--- INPUT DATA ---

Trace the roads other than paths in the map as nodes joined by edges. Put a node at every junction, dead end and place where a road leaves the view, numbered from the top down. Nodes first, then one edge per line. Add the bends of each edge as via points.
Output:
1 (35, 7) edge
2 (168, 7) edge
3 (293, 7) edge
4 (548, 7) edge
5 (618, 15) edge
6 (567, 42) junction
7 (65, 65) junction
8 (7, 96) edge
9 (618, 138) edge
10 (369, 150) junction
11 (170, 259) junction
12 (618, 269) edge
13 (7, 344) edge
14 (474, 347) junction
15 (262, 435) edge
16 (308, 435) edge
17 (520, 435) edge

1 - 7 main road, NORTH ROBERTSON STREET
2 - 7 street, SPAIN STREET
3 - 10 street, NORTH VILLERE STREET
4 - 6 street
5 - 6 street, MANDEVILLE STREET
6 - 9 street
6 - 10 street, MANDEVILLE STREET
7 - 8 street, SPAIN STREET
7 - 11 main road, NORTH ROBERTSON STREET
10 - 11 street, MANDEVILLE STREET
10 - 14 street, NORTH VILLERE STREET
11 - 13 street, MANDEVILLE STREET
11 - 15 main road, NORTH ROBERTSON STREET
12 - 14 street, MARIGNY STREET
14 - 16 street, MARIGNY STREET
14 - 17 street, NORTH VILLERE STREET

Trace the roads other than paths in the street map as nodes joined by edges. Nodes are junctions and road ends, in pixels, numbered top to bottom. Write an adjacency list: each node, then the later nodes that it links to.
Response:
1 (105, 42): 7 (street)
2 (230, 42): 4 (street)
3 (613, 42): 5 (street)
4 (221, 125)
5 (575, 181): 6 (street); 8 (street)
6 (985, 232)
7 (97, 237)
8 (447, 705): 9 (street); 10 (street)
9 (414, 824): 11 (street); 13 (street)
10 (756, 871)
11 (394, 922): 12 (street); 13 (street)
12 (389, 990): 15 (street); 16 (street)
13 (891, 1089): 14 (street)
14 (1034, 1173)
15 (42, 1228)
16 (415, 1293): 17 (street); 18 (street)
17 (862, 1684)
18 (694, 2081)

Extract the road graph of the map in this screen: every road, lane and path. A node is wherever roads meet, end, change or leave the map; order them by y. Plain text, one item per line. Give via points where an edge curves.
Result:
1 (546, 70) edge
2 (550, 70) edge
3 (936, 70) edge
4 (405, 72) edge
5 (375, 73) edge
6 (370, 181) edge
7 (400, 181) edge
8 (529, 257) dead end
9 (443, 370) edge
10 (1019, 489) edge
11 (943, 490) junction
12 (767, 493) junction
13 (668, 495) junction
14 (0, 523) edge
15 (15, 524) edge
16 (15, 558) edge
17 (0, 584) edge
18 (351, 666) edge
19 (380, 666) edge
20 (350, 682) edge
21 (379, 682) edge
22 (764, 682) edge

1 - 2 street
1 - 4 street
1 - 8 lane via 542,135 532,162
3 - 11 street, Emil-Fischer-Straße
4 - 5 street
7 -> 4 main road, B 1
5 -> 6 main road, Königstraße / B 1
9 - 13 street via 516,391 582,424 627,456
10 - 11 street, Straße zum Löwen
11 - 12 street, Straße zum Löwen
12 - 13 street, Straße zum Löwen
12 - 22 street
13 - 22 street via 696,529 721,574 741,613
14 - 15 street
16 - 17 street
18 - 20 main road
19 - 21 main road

---

> INSTRUCTIONS TO FOLLOW
Return all of the data exactly as it reads.

> ANSWER SECTION
Trace the roads other than paths in the map as nodes joined by edges. Put a node at every junction, dead end and place where a road leaves the view, numbered from the top down. Nodes first, then one edge per line. Add the bends of each edge as via points.
Output:
1 (35, 7) edge
2 (168, 7) edge
3 (293, 7) edge
4 (548, 7) edge
5 (618, 15) edge
6 (567, 42) junction
7 (65, 65) junction
8 (7, 96) edge
9 (618, 138) edge
10 (369, 150) junction
11 (170, 259) junction
12 (618, 269) edge
13 (7, 344) edge
14 (474, 347) junction
15 (262, 435) edge
16 (308, 435) edge
17 (520, 435) edge

1 - 7 main road, NORTH ROBERTSON STREET
2 - 7 street, SPAIN STREET
3 - 10 street, NORTH VILLERE STREET
4 - 6 street
5 - 6 street, MANDEVILLE STREET
6 - 9 street
6 - 10 street, MANDEVILLE STREET
7 - 8 street, SPAIN STREET
7 - 11 main road, NORTH ROBERTSON STREET
10 - 11 street, MANDEVILLE STREET
10 - 14 street, NORTH VILLERE STREET
11 - 13 street, MANDEVILLE STREET
11 - 15 main road, NORTH ROBERTSON STREET
12 - 14 street, MARIGNY STREET
14 - 16 street, MARIGNY STREET
14 - 17 street, NORTH VILLERE STREET

Trace the roads other than paths in the street map as nodes joined by edges. Nodes are junctions and road ends, in pixels, numbered top to bottom. Write an adjacency list: each node, then the later nodes that it links to.
Response:
1 (105, 42): 7 (street)
2 (230, 42): 4 (street)
3 (613, 42): 5 (street)
4 (221, 125)
5 (575, 181): 6 (street); 8 (street)
6 (985, 232)
7 (97, 237)
8 (447, 705): 9 (street); 10 (street)
9 (414, 824): 11 (street); 13 (street)
10 (756, 871)
11 (394, 922): 12 (street); 13 (street)
12 (389, 990): 15 (street); 16 (street)
13 (891, 1089): 14 (street)
14 (1034, 1173)
15 (42, 1228)
16 (415, 1293): 17 (street); 18 (street)
17 (862, 1684)
18 (694, 2081)

Extract the road graph of the map in this screen: every road, lane and path. A node is wherever roads meet, end, change or leave the map; order them by y. Plain text, one item per line. Give via points where an edge curves.
Result:
1 (546, 70) edge
2 (550, 70) edge
3 (936, 70) edge
4 (405, 72) edge
5 (375, 73) edge
6 (370, 181) edge
7 (400, 181) edge
8 (529, 257) dead end
9 (443, 370) edge
10 (1019, 489) edge
11 (943, 490) junction
12 (767, 493) junction
13 (668, 495) junction
14 (0, 523) edge
15 (15, 524) edge
16 (15, 558) edge
17 (0, 584) edge
18 (351, 666) edge
19 (380, 666) edge
20 (350, 682) edge
21 (379, 682) edge
22 (764, 682) edge

1 - 2 street
1 - 4 street
1 - 8 lane via 542,135 532,162
3 - 11 street, Emil-Fischer-Straße
4 - 5 street
7 -> 4 main road, B 1
5 -> 6 main road, Königstraße / B 1
9 - 13 street via 516,391 582,424 627,456
10 - 11 street, Straße zum Löwen
11 - 12 street, Straße zum Löwen
12 - 13 street, Straße zum Löwen
12 - 22 street
13 - 22 street via 696,529 721,574 741,613
14 - 15 street
16 - 17 street
18 - 20 main road
19 - 21 main road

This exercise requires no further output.